Graphics Card Interface	Total Bandwidth	Bidirectional Transfers ?	Full Duplex Mode Transfers?	Max. Downstream Transfer Rate	Max. Upstream Transfer Rate
PCI Express x16	8.0GB/s	Yes	Yes	4.0GB/s	4.0GB/s
AGP 8x	2.1GB/s	Yes	No	2.1GB/s	266MB/s

In reality, current PCI Express graphics cards only perform limited upstream transfers because existing games and applications are designed based on the days of the PCI and AGP architecture. Back in June during Computex 2004, demos were being run to showcase the bidirectional bandwidth advantage of the PCI Express bus in the realms of high definition (HD) video capture, editing and playback of multiple HD video streams. Although this was something to look forward on the average desktop computer, it requires maturity of both hardware and software to realize this and at this point of time, it's not quite ready for mass usage yet. Besides, this would only benefit a select user group dabbling in high quality video.
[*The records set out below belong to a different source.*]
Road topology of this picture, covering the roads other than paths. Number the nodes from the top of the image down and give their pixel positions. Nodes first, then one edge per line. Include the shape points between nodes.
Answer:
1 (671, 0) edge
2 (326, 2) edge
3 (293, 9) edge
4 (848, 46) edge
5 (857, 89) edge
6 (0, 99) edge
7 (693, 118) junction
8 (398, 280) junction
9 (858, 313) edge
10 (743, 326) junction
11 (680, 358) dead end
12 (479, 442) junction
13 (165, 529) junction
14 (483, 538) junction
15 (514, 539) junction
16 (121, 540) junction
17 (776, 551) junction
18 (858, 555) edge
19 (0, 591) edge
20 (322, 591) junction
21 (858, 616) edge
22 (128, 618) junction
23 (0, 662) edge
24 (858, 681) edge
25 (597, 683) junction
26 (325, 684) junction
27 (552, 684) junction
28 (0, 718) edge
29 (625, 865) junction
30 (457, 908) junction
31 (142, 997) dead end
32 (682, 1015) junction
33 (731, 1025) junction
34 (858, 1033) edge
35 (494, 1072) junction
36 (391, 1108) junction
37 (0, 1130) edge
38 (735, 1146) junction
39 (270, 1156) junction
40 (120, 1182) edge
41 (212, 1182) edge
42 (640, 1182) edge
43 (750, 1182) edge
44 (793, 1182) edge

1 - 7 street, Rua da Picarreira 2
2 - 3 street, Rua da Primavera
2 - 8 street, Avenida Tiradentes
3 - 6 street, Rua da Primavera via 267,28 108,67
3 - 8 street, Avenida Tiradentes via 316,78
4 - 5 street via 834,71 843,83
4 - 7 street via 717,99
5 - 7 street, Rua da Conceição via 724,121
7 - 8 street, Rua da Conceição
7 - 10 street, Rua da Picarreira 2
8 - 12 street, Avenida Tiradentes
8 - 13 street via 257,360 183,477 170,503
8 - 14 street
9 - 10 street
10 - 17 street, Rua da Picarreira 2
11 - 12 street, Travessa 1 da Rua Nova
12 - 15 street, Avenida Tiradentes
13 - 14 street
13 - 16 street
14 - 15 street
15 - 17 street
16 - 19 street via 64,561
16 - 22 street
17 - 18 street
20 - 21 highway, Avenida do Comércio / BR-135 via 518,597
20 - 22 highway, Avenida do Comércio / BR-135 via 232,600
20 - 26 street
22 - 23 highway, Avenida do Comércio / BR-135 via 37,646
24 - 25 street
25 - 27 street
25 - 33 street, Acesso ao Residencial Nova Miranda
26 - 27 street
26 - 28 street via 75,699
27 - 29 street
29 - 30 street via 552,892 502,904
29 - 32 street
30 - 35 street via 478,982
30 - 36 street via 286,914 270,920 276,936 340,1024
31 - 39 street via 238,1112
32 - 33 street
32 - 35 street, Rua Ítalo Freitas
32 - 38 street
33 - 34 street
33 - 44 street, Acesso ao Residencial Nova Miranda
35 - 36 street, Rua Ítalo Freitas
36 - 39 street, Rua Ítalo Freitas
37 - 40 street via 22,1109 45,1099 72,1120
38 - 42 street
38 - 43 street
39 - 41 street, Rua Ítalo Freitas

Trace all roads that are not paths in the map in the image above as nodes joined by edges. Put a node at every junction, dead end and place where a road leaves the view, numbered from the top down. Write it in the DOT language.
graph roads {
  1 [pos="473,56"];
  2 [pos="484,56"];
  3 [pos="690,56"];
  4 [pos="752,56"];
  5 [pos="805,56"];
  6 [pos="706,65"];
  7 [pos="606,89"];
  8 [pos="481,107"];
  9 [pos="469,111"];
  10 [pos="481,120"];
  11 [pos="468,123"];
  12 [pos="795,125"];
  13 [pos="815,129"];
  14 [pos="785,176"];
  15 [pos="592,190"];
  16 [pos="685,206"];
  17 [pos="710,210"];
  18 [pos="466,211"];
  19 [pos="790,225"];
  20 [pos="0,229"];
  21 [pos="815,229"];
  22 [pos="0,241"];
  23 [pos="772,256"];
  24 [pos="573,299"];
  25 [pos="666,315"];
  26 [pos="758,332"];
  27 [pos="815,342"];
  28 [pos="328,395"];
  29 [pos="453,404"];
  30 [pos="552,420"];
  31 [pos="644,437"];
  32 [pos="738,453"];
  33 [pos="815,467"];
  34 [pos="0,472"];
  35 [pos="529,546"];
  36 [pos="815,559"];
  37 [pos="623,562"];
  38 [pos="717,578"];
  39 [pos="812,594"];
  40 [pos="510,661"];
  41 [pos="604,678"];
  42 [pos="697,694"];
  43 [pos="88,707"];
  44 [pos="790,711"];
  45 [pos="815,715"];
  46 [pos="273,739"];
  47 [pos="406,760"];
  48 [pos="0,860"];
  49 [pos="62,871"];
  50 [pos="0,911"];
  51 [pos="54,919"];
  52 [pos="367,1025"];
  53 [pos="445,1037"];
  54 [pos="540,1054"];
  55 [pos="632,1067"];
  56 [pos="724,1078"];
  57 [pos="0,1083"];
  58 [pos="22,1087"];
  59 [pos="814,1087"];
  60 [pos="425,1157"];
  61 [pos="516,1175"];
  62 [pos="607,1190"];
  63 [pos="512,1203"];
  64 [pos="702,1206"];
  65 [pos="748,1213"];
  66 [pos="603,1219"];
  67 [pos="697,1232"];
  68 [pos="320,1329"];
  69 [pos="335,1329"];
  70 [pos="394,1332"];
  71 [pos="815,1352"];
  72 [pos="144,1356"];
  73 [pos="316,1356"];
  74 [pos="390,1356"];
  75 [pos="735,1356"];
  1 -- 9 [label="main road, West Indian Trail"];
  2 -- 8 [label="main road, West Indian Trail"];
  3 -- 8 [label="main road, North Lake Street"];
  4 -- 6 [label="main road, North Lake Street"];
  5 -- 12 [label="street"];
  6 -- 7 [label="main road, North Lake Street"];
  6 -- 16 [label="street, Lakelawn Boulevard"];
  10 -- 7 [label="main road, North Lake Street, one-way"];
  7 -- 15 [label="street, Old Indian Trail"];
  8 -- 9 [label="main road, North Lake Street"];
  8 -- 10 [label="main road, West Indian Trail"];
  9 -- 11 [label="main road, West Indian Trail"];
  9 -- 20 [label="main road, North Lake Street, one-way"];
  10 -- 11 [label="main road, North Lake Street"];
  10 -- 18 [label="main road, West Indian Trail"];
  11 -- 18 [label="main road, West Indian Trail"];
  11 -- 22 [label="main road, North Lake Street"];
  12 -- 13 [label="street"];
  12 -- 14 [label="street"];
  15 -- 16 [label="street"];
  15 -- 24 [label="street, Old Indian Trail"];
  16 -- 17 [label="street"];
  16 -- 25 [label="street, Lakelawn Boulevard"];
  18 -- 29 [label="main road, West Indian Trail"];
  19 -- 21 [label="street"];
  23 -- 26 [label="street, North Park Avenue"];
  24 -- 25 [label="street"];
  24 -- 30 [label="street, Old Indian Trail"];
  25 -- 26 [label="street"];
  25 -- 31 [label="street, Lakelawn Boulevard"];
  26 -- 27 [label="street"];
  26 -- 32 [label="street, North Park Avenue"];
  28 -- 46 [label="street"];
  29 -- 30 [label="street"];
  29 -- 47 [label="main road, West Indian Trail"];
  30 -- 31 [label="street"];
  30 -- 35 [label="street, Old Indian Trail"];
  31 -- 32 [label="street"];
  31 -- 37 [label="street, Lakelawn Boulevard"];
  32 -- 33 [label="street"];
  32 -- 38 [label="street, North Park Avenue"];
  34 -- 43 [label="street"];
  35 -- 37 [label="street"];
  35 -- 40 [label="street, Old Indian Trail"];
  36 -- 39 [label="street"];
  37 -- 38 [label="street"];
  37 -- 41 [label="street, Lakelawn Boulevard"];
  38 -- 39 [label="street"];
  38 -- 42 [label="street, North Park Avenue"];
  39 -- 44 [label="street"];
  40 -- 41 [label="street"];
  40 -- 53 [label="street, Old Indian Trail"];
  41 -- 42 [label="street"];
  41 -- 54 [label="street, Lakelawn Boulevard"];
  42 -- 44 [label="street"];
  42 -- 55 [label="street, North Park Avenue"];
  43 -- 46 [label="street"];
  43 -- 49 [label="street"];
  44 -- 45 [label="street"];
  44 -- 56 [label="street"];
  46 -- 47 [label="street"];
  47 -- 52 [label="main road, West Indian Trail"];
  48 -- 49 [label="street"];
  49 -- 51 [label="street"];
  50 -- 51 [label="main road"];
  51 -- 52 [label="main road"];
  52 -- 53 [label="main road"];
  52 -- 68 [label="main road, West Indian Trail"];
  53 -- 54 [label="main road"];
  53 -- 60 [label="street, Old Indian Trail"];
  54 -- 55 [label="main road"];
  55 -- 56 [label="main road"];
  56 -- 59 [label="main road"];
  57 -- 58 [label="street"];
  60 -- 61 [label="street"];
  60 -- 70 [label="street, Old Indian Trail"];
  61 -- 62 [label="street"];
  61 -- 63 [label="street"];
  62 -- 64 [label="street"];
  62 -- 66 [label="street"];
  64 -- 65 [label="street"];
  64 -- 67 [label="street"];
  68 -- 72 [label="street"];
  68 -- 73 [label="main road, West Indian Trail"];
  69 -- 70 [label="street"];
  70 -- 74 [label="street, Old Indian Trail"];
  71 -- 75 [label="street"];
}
Since the introduction of the first PCI Express graphics cards, both ATI and NVIDIA have been trying to put all that extra bandwidth into better use, such as going back to the early AGP days where its DIrect Memory Execute (DIME) feature allowed AGP Texturing. This allowed the use of the system memory to store large textures to be read by the AGP graphics card. Practical implementation of AGP Texturing in gaming however, didn't quite turn out as useful as was envisioned and graphics cards steadily bumped up local frame buffer memory to prevent the need to use that feature. However that's all in the past and with the new PCIe x16 interface, things are looking up as we venture into the first such useful implementation by NVIDIA that is now dubbed the TurboCache technology and it does a lot more than AGP's DIME.

Evolution Of TurboCache

Not more than two months ago, the GeForce 6200 was unveiled as NVIDIA's entry level GPU for the GeForce 6 series. It had four pixel pipelines and three vertex shader units. In order to bring the performance expectation level into perspective, a midrange GeForce 6600 series has eight pixel pipelines and three vertex shaders. Most of the important features such as the CineX 3.0 engine, UltraShadow II and many more from GeForce 6600 and GeForce 6800 series are present, but a few did go under the axe such as color and Z compression. FSAA performance does takes a notable dive, but the GeForce 6200 GPU was designed for the average mainstream users who do not use anti-aliasing, so it's not a big loss. Additionally, NVIDIA High-Precision Dynamic-Range (HPDR) Technology is also omitted and again it is to save on the die size since the entry-level segment won't really be utilizing such features, much less the hardware being able to handle it at capable speeds. Typical memory configuration would be 128MB of local memory on a128-bit memory interface.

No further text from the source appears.